Limitations and Improvement Strategies for Early-Transition-Metal Nitrides as Competitive Catalysts toward the Oxygen Reduction Reaction

The poor catalytic activity of early-transition-metal nitrides has prevented them from being competitive catalysts toward the oxygen reduction reaction (ORR). In the present study, we first explored the limitations for early-transition-metal nitrides as competitive catalysts in the view of O2 dissociation, finding that the limitations include insufficient d electrons (in the case of ScN, TiN, and VN) and unsuitable surface geometric structure (in the case of CrN), both of which can result in no O2 dissociation on early-transition-metal nitrides.
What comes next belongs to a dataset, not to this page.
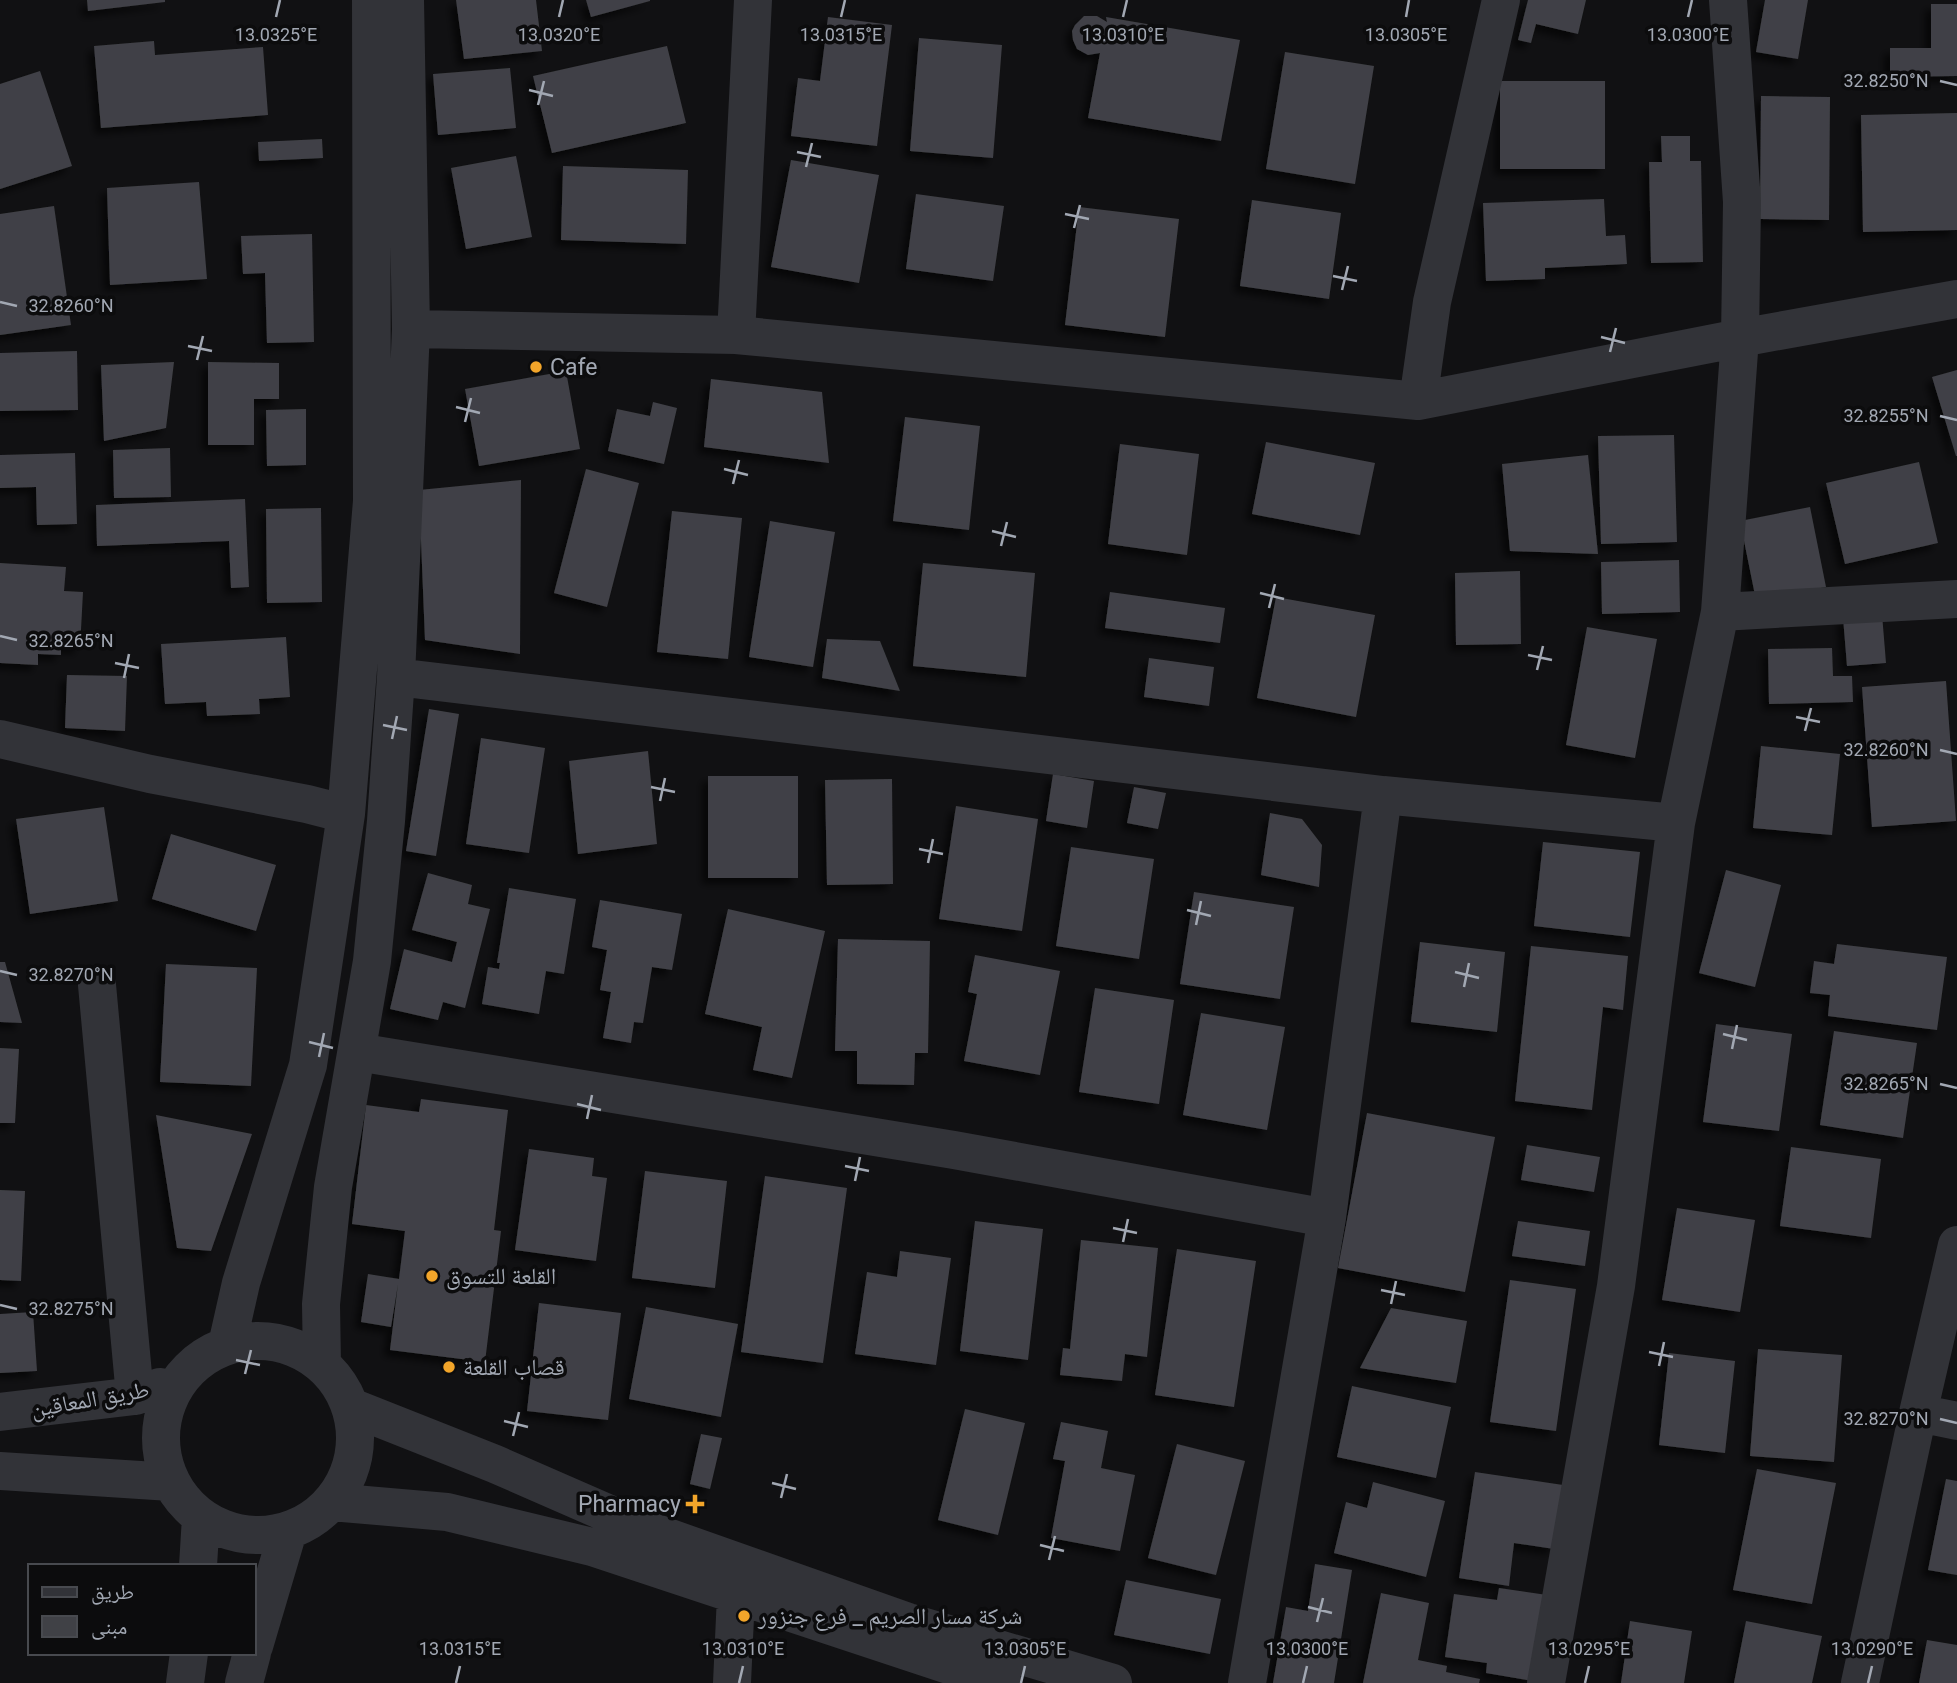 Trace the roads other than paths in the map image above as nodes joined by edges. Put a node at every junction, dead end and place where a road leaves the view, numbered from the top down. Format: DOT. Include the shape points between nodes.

Then on the basis of the above knowledge, we took VN as an example and proposed a strategy to enhance its ORR activity by enriching its d electrons through doping with 3d transition metals. The doped VN showed greatly enhanced ORR activity, with Co-doped VN exhibiting the best performance; its ORR activity was close to that of JM 20 wt % Pt/C. X-ray photoelectron spectroscopy (XPS) clearly revealed that Co doping significantly increased the proportion of V in a low-valence state. O2 temperature-programmed desorption (O2-TPD) measurements also presented some very important information induced by doping. Our theoretical analysis and experimental studies indicated that early-transition-metal nitrides with insufficient d electrons can be promising ORR catalysts via the strategy of enriching their d electrons through doping elements with rich d electrons.